Of course, these authors didn’t intend for their works to publish more or less concurrently at the end of a decade –  nor did Klein mean to be so provocative as to have a book titled On Fire reach Australian bookshelves as flames engulfed the nation, but I like taking stock of such coincidences. If our ‘burning case for a Green New Deal’ was the loss of countless acres of country then it’s worth hearing Klein out. Even as the memory of the fires fades in the Australian winter, and we’ve traded the fear of a burning fire for a fear of a burning fever, these volumes mark a crunch point for the contemporary green movement. They ask that all our efforts move from the demonstrated failures of the past toward a climate crisis plan known as the Green New Deal (GND).

While the concept of the GND has been gaining popularity in recent years, it was first devised in 2008 in the wake of the Global Financial Crisis. Developed initially by the Green New Deal Group (a working group that included Ann Pettifor), to ‘solve the triple crunch of the credit crisis, climate change and high oil prices,’ it was a multi-faceted approach from the outset. When a Green New Deal (GND) was later introduced to the US House of Representatives by Senator Alexandria Ocasio-Cortez and Senator Ed Markey in February 2019, her group’s wording echoed Pettifor’s. Re-worded as a ‘plan to solve three critical problems at once,’ namely climate change, poverty and inequality, and a closure of the racial wealth gap, it advocated for a bottom-up investment in technology and infrastructure of a transformative scale, inspired by the post-World War II programs of Franklin Roosevelt.
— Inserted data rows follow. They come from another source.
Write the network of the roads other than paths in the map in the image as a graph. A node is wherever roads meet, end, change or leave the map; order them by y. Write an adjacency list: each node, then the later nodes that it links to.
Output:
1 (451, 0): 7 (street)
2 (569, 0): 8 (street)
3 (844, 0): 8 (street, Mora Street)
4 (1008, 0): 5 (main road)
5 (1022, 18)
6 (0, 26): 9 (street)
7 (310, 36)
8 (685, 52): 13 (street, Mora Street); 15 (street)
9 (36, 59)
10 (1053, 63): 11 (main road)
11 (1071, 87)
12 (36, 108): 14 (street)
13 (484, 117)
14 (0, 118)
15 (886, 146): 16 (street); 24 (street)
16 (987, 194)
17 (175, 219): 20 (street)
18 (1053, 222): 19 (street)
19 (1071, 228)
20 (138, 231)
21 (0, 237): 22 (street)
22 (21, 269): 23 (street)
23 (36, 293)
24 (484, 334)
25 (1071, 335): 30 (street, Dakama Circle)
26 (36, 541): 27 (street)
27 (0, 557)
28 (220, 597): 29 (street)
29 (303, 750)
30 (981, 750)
Rather than the kind of short-term economic stimulus we saw following the GFC or now see being implemented in response to COVID-19, the GND would provide a job guarantee in non-polluting sectors, key to the mobilisation of a workforce that for example, might work to secure clean air and water via regeneration projects. It differs from the ecological approaches we’re familiar with because it aims to be intersectional in its approach, aiming to treat root causes rather than their symptoms.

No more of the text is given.